### Description of the task
Give only the number of lines below that contain the word "down".

[Saved data entries]
+--

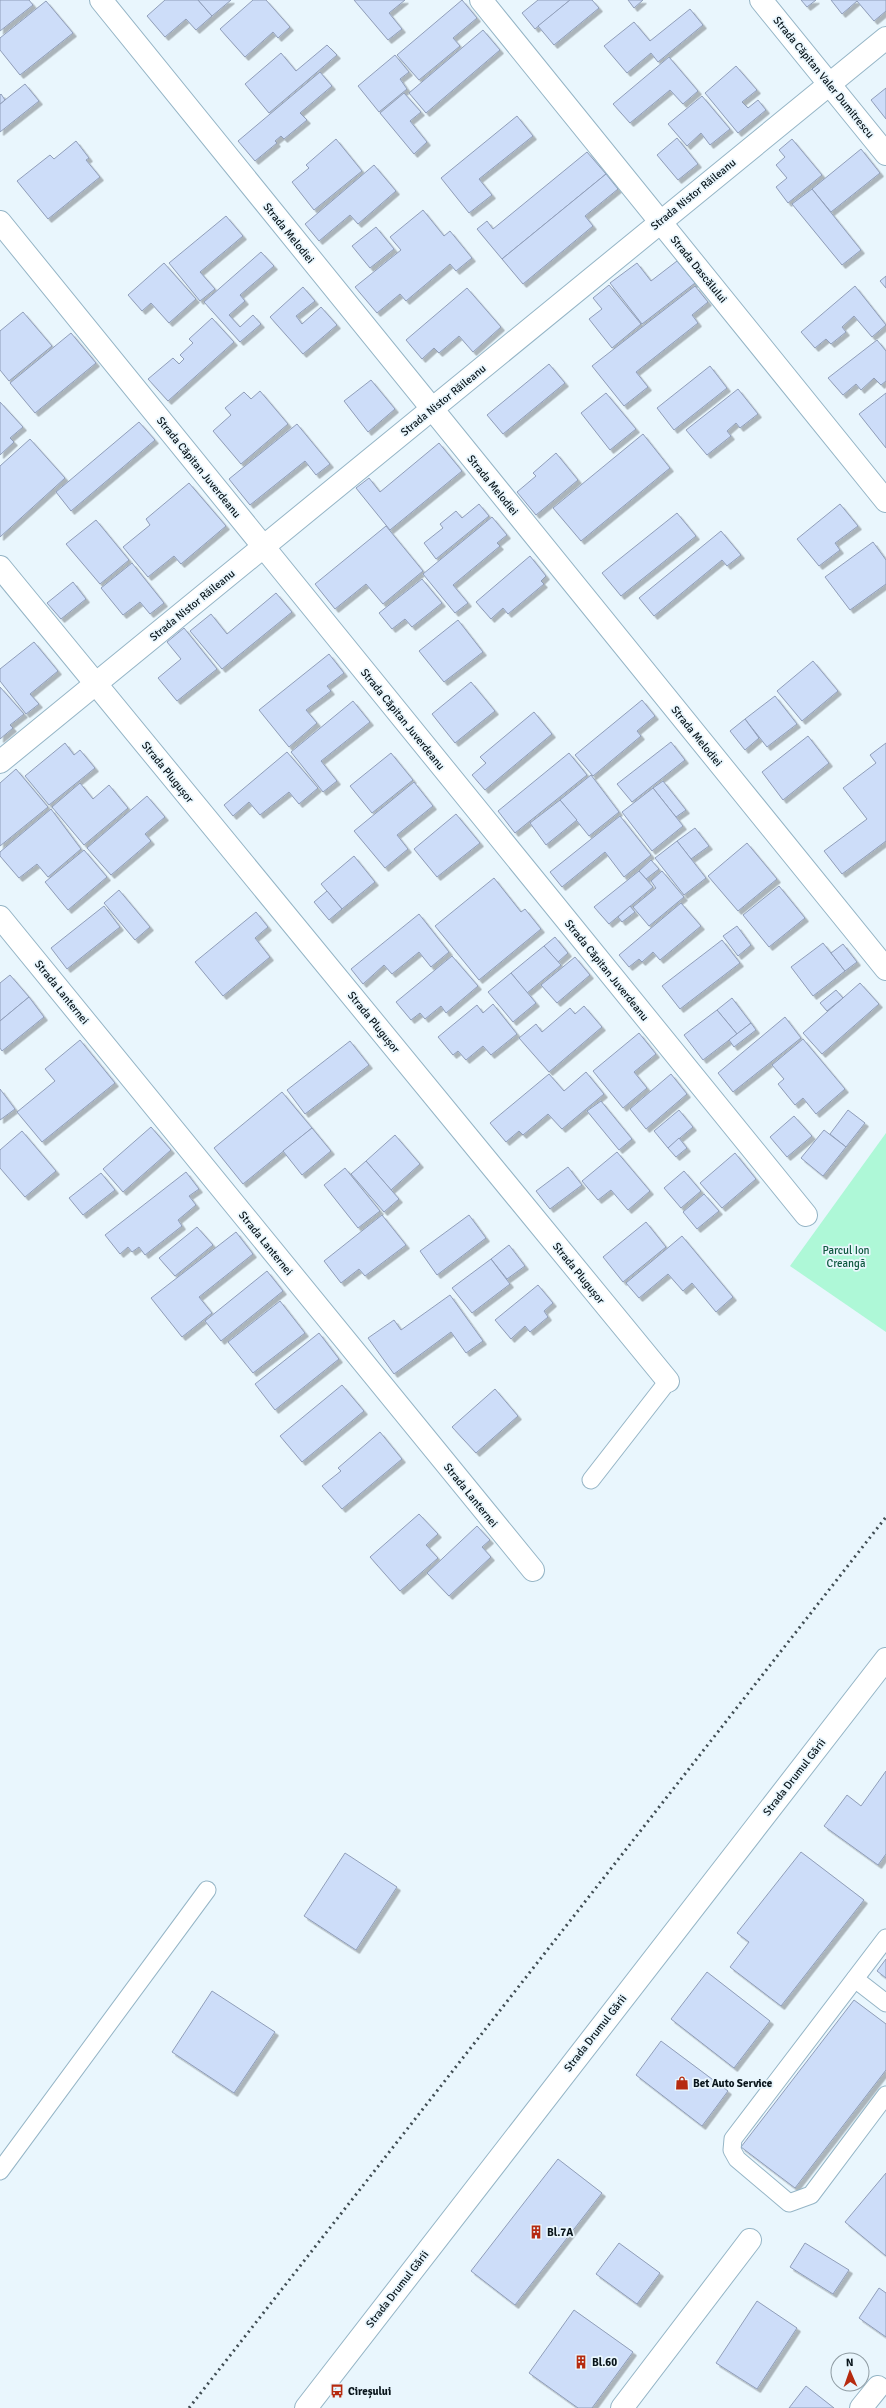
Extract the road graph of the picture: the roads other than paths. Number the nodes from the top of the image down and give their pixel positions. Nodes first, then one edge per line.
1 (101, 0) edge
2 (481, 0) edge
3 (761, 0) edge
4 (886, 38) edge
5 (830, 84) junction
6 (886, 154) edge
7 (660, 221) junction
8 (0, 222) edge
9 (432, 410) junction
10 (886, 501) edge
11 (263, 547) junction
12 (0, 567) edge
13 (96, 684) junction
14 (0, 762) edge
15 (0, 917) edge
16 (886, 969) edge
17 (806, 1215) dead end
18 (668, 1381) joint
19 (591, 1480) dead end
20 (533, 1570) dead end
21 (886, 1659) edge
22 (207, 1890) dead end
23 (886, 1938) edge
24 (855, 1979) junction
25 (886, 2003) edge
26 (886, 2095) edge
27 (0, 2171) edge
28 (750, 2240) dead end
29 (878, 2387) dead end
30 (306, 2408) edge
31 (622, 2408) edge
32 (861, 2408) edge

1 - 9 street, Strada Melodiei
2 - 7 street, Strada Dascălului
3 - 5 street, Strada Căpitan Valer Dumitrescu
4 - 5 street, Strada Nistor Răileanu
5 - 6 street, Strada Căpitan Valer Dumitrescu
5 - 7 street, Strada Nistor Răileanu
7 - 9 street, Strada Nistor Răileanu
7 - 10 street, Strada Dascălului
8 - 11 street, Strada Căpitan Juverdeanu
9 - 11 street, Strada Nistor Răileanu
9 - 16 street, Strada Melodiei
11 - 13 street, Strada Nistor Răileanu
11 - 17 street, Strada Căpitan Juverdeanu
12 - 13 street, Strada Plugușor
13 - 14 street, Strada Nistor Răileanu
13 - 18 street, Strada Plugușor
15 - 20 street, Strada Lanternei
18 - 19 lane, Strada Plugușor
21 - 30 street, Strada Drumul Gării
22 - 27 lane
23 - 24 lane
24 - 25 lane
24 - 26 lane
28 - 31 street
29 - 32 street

+--

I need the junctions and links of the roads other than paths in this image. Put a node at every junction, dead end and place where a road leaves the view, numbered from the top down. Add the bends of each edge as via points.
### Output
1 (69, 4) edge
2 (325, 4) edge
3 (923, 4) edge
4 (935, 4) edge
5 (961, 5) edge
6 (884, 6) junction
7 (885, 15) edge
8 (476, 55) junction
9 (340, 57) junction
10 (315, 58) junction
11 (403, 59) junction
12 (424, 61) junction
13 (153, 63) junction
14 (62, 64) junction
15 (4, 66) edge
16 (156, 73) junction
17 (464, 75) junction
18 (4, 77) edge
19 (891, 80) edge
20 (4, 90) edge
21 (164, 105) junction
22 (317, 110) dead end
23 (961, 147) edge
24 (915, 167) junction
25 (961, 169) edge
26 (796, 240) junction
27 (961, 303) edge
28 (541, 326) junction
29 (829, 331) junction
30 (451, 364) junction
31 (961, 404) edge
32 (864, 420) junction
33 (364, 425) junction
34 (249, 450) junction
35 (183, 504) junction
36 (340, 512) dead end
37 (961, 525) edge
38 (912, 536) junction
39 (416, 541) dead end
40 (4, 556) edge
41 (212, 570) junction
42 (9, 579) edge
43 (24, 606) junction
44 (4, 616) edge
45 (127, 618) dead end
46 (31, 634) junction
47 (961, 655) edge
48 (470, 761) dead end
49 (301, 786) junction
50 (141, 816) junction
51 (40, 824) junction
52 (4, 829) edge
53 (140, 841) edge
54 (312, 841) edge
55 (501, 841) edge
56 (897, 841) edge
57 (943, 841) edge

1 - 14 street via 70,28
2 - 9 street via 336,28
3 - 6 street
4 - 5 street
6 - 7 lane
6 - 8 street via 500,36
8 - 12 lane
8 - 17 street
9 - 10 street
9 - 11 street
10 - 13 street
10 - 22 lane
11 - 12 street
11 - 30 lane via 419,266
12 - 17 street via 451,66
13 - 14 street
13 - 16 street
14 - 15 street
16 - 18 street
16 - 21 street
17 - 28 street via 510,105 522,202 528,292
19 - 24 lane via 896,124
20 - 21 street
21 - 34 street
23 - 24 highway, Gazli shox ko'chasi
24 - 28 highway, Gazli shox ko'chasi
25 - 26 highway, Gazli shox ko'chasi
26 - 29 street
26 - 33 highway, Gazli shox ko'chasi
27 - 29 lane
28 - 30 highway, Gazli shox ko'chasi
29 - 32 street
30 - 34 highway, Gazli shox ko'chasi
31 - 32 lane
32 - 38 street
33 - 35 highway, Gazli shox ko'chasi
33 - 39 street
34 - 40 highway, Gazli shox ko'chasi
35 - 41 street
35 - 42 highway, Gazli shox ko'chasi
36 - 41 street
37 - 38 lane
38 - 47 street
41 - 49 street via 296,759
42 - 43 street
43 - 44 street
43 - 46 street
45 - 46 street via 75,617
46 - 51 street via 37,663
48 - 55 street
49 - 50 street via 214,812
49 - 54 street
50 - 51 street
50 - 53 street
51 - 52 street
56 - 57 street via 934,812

+--

### Exercise response
2